-Dear CBS, if your budgets for TV dramas are so tight that you're pleading poverty and "asking" your talent to take pay freezes, then mayhap it would behoove you to stop paying exorbitant sums to flash-in-the-pan celebrities of dubious acting ability. Sean "P. Diddy" Coombs as a lawyer on CSI:Miami is a case in point. Or you could scrap your plans for an NCIS spinoff featuring LL Cool J. Because, you know, the world was just hanging out for that.

It might also behoove you to trim the bloated cast of Numb3rs. When your ensemble is so vast that you're forced to rotate one or more of them out every week because you can't pay them, your casting director has clearly gone mad. Lose Bettancourt. She's an annoying version of Sinclair with tits, and she kills every scene she's in. You could also scale back the number of Robin's appearances. I know she's bonking Don, but there is no need to see her in every episode. The show did very well without the presence of a U.S. attorney in the shadows of every case. You could also limit Rob Morrow to one vat of bootblack per episode. Face it, the man is getting older, and no amount of dye is going to mask the crows' feet and the dull, waxy skin.
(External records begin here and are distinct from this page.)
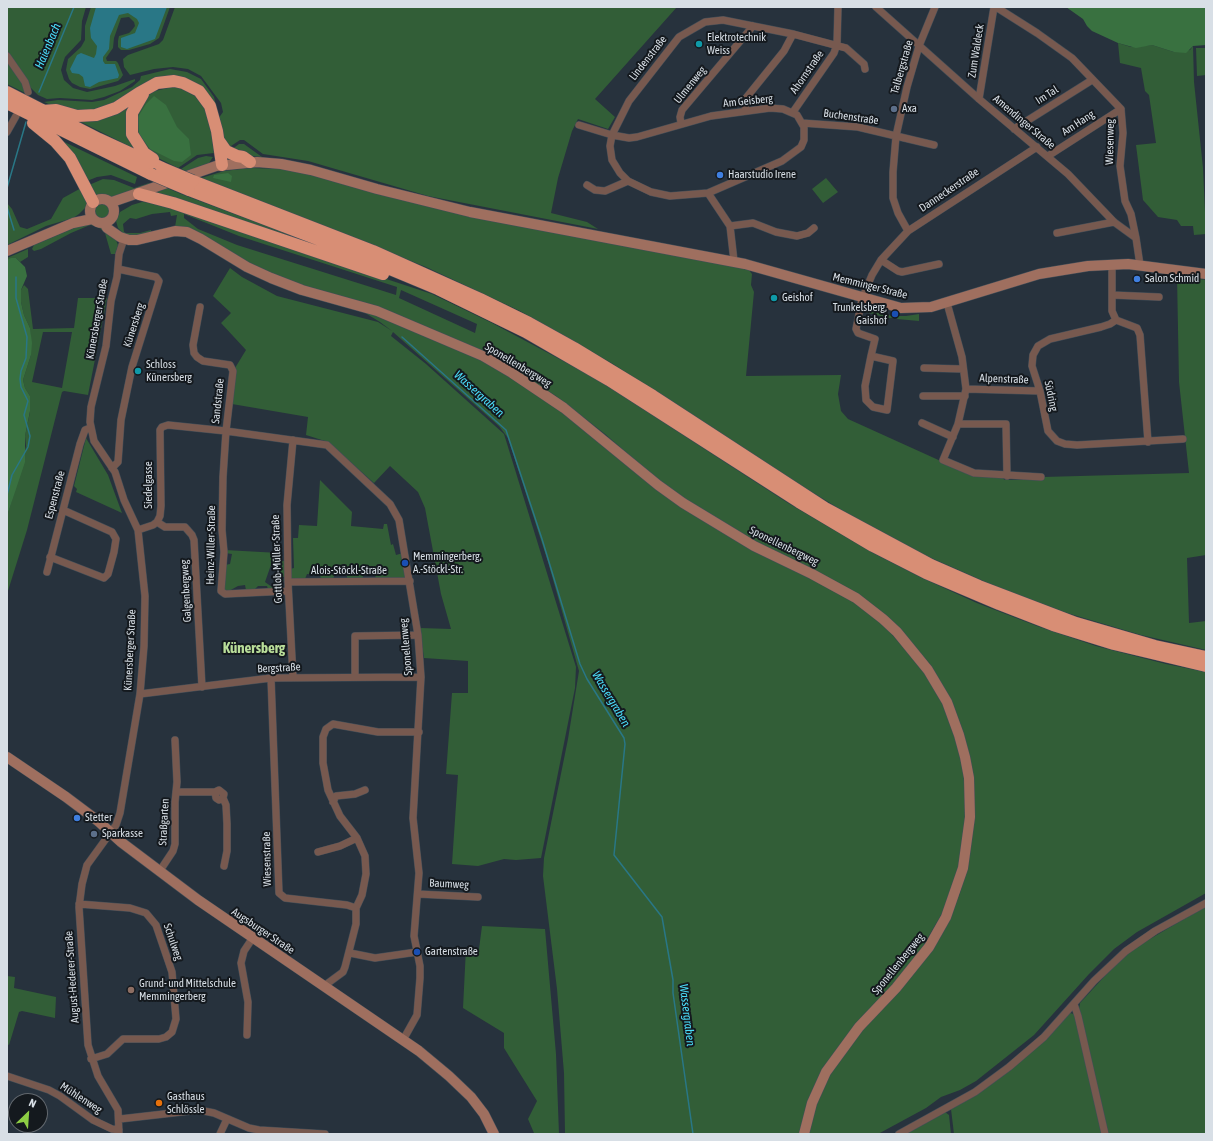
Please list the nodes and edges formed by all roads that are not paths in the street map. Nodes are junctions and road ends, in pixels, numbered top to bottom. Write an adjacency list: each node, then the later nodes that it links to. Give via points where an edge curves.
1 (838, 7): 7 (street, Ahornstraße)
2 (876, 7): 8 (street, Amendinger Straße)
3 (935, 7): 8 (street, Talbergstraße)
4 (995, 7): 11 (street, via 1072,58); 15 (street, Zum Waldeck)
5 (753, 26): 6 (street, Lindenstraße); 21 (street, Ulmenweg, via 682,110); 26 (street, Lindenstraße, via 723,20 705,22 679,37 629,101)
6 (793, 34): 7 (street, Lindenstraße); 19 (street, via 784,51 746,98)
7 (837, 44): 10 (street, Ahornstraße, via 846,48 864,64); 20 (street, Ahornstraße, via 834,53)
8 (919, 46): 15 (street, Amendinger Straße); 27 (street, Talbergstraße)
9 (7, 56): 14 (street, via 25,82)
10 (865, 69)
11 (1092, 80): 17 (street, Wiesenweg); 24 (street, Im Tal)
12 (144, 91): 18 (highway, via 116,108 96,115 77,116 56,110); 28 (highway, via 164,82 174,81 191,86 206,98); 34 (highway, via 132,113 132,134 144,153)
13 (7, 92): 18 (highway)
14 (28, 92)
15 (979, 99): 24 (street, Amendinger Straße)
16 (12, 109): 25 (street); 36 (highway, bridge, via 151,174); 41 (highway, via 43,130 63,150 78,171)
17 (1121, 109): 31 (street, Am Hang); 49 (street, Wiesenweg, via 1123,133 1120,166)
18 (43, 111): 34 (highway)
19 (745, 111): 20 (street, Am Geisberg, via 777,108); 21 (street, Am Geisberg)
20 (793, 112): 22 (street)
21 (681, 123): 26 (street, Am Geisberg, via 637,137)
22 (802, 123): 27 (street, Buchenstraße, via 858,127); 38 (street, via 804,140 796,152 758,172)
23 (579, 124): 26 (street, Am Geisberg)
24 (1014, 129): 30 (street, Amendinger Straße)
25 (7, 132)
26 (612, 135): 35 (street, via 612,160)
27 (896, 136): 29 (street); 46 (street, Talbergstraße, via 893,198)
28 (219, 140): 32 (highway, via 226,151); 33 (highway)
29 (934, 145)
30 (1037, 146): 31 (street, Amendinger Straße); 46 (street, Danneckerstraße)
31 (1048, 156): 43 (street, Amendinger Straße)
32 (250, 162): 33 (street, Memminger Straße); 52 (street, Memminger Straße, via 296,166 434,205)
33 (222, 165): 39 (street, Memminger Straße)
34 (165, 167): 36 (highway, via 185,173)
35 (628, 181): 37 (street, via 605,191 595,190); 38 (street, via 660,194 681,196)
36 (194, 185): 58 (highway); 92 (highway, via 373,251 454,286 529,323 653,396 825,508 931,564 979,586 1076,623 1155,646)
37 (587, 185)
38 (708, 193): 44 (street)
39 (139, 194): 40 (street, Memminger Straße); 58 (highway, via 173,203 392,277)
40 (113, 206): 41 (street, Memminger Straße, via 101,198); 42 (street)
41 (92, 211): 42 (street, via 96,222); 50 (street, Memminger Straße, via 73,223)
42 (108, 221): 48 (street, via 107,228)
43 (1114, 222): 47 (street); 49 (street, Amendinger Straße)
44 (730, 226): 45 (street, via 753,223 776,232 797,236); 52 (street)
45 (814, 228)
46 (908, 231): 51 (street, Danneckerstraße)
47 (1057, 233)
48 (120, 237): 56 (street, Künersberger Straße); 132 (street, Sponellenbergweg, via 137,240 175,231 187,232 271,278 302,290 376,311 498,364 564,408 683,503 754,546 856,598 897,632 928,670 947,702 959,735 969,778 970,817 963,868 946,917 929,947 896,988 859,1027 826,1072 812,1103)
49 (1136, 238): 55 (street)
50 (7, 251)
51 (881, 260): 53 (street, via 902,272); 61 (street, Danneckerstraße, via 867,284)
52 (734, 261): 61 (street, Memminger Straße)
53 (939, 264)
54 (1112, 264): 55 (street, Memminger Straße); 59 (street); 62 (street, Memminger Straße, via 1039,274)
55 (1140, 265): 57 (street, Memminger Straße)
56 (118, 269): 74 (street, Künersberger Straße, via 106,346 91,407); 80 (street, Künersberg, via 156,277 159,281 132,367 121,420 118,458)
57 (1206, 274)
58 (438, 289): 93 (highway, via 508,322 580,362 799,502 873,546 926,573 1053,625 1140,651)
59 (1112, 295): 60 (street); 64 (street, via 1112,310)
60 (1158, 297)
61 (862, 299): 62 (street, Memminger Straße, via 912,309); 65 (street, Danneckerstraße, via 856,329 858,333 875,339)
62 (947, 303): 67 (street, Alpenstraße, via 962,357)
63 (200, 307): 75 (street, Sandstraße, via 193,345 196,357 203,361 227,364 232,368)
64 (1116, 320): 68 (street, Südring, via 1101,327 1050,339 1038,346 1033,355 1032,366); 79 (street, via 1137,328 1140,335)
65 (871, 356): 65 (street, via 865,386 866,400 887,410 893,361)
66 (924, 368): 67 (street)
67 (963, 370): 69 (street, Alpenstraße)
68 (1040, 391): 69 (street, Alpenstraße); 79 (street, Südring, via 1048,431 1057,441 1077,445)
69 (966, 392): 70 (street, Alpenstraße); 72 (street, Alpenstraße)
70 (923, 396)
71 (922, 423): 76 (street)
72 (958, 424): 76 (street, Alpenstraße); 81 (street, via 1006,424)
73 (162, 427): 75 (street, Sponellenweg, via 168,425); 84 (street, Siedelgasse, via 162,506)
74 (90, 428): 80 (street, Künersberger Straße, via 96,445); 83 (street, Espenstraße, via 84,432)
75 (226, 431): 78 (street, Sponellenweg); 90 (street, Heinz-Willer-Straße, via 222,591 226,594)
76 (953, 437): 81 (street, Alpenstraße, via 943,460 974,473)
77 (1183, 439): 79 (street, Südring)
78 (293, 440): 88 (street, Sponellenweg, via 327,445 393,507 402,526); 89 (street, Gottlob-Müller-Straße, via 287,506)
79 (1148, 442)
80 (112, 468): 85 (street, Künersberger Straße)
81 (1007, 476): 82 (street, Alpenstraße)
82 (1041, 477)
83 (62, 510): 86 (street, Espenstraße); 86 (street, via 112,532 116,539 114,552 108,574 104,578)
84 (157, 522): 85 (street, Siedelgasse, via 148,528); 98 (street, Galgenbergweg, via 165,527 185,527 194,540)
85 (138, 530): 99 (street, Künersberger Straße, via 145,613)
86 (50, 557): 87 (street, Espenstraße)
87 (46, 572)
88 (410, 581): 89 (street, Alois-Stöckl-Straße); 91 (street, Sponellenweg)
89 (288, 582): 90 (street, Gottlob-Müller-Straße)
90 (288, 591): 94 (street, Gottlob-Müller-Straße)
91 (418, 635): 95 (street, via 355,636); 96 (street, Sponellenweg)
92 (1206, 657)
93 (1206, 666)
94 (293, 677): 95 (street, Bergstraße); 97 (street, Bergstraße)
95 (355, 677): 96 (street, Bergstraße)
96 (421, 677): 100 (street, Sponellenweg)
97 (271, 678): 98 (street, Bergstraße); 115 (street, Wiesenstraße, via 279,894 285,898)
98 (202, 687): 99 (street, Bergstraße)
99 (140, 694): 106 (street, Künersberger Straße, via 121,812)
100 (419, 732): 105 (street, via 378,732 333,724 326,729 322,749 324,772); 111 (street, Sponellenweg, via 413,818 419,873)
101 (175, 740): 104 (street, Straßgarten)
102 (7, 757): 106 (street, Augsburger Straße, via 66,797 98,821)
103 (366, 790): 105 (street, via 336,796)
104 (177, 792): 109 (street, Straßgarten, via 215,792 218,800 223,798 226,805 227,829); 110 (street, Straßgarten, via 174,848)
105 (333, 802): 107 (street)
106 (110, 834): 110 (street, Augsburger Straße); 114 (street, August-Hederer-Straße, via 87,865)
107 (357, 838): 108 (street); 115 (street, via 366,864 362,895)
108 (318, 852)
109 (224, 866)
110 (159, 872): 116 (street, Augsburger Straße)
111 (418, 894): 112 (street, Baumweg); 117 (street, Sponellenweg, via 414,932)
112 (478, 897)
113 (1206, 903): 120 (street, via 1126,951 1100,974)
114 (79, 904): 123 (street, August-Hederer-Straße); 123 (street, Schulweg, via 130,908 146,913 156,925 173,980 176,1019 172,1032 159,1039 123,1039 106,1054)
115 (356, 908): 118 (street, via 356,924)
116 (252, 938): 119 (street, Augsburger Straße); 121 (street, via 244,951 241,963 248,1002)
117 (417, 952): 118 (street, via 375,958); 122 (street, Sponellenweg, via 420,966 418,1011)
118 (350, 953): 119 (street, via 343,972)
119 (324, 986): 122 (street, Augsburger Straße)
120 (1074, 1004): 133 (street, via 1044,1037 1009,1067 969,1095); 134 (street)
121 (248, 1035)
122 (403, 1040): 131 (street, Augsburger Straße, via 471,1096)
123 (91, 1059): 125 (street, August-Hederer-Straße, via 118,1110)
124 (7, 1076): 127 (street, Mühlenweg, via 49,1090 93,1120)
125 (120, 1119): 126 (street, via 199,1110); 127 (street)
126 (227, 1119): 128 (street, via 259,1130); 129 (street)
127 (119, 1132)
128 (287, 1133): 130 (street)
129 (220, 1134)
130 (325, 1134)
131 (494, 1134)
132 (804, 1134)
133 (899, 1134)
134 (1105, 1134)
-Lawrence Fisburne was excellent on CSI when I finally broke down and watched an episode, but he simply wasn't enough to counterbalance the noxious, grating rankness of Riley, who screams spoiled brat badgrrrl wannabe every time I clap eyes on her. I guess it's back to World's Dumbest Criminals for me.

-I'm currently reading Caleb Carr's The Alienist, and it is fantastic, CSI for the Victorian age. The language of the narrator is adorably quaint, and I'm occasionally amused by the characters' goggle-eyed wonder at techniques that modern forensics either takes as a matter of course, like fingerprinting, or has dismissed as outmoded and fallacious, a la measuring the bones of individuals to establish identity, but the psychological insights into the human condition are mind-blowing, and the pacing is first-rate. The book is four hundred and seventy pages, a daunting number in today's world of neatly packaged two hundred and fifty-page, ADD-inspired lightweights, but I could happily read four hundred more and not feel overburdened by the plot or tired of the characters.

Actually, given the steep, psychological underpinnings, Alienist should be considered a Victorian episode of Criminal Minds, with Reid as the narrator and Rossi as the grizzled, old Laszlo Kreizler. Some of the best money I've ever spent on a book, and you can bet your ass I bought the sequel, too.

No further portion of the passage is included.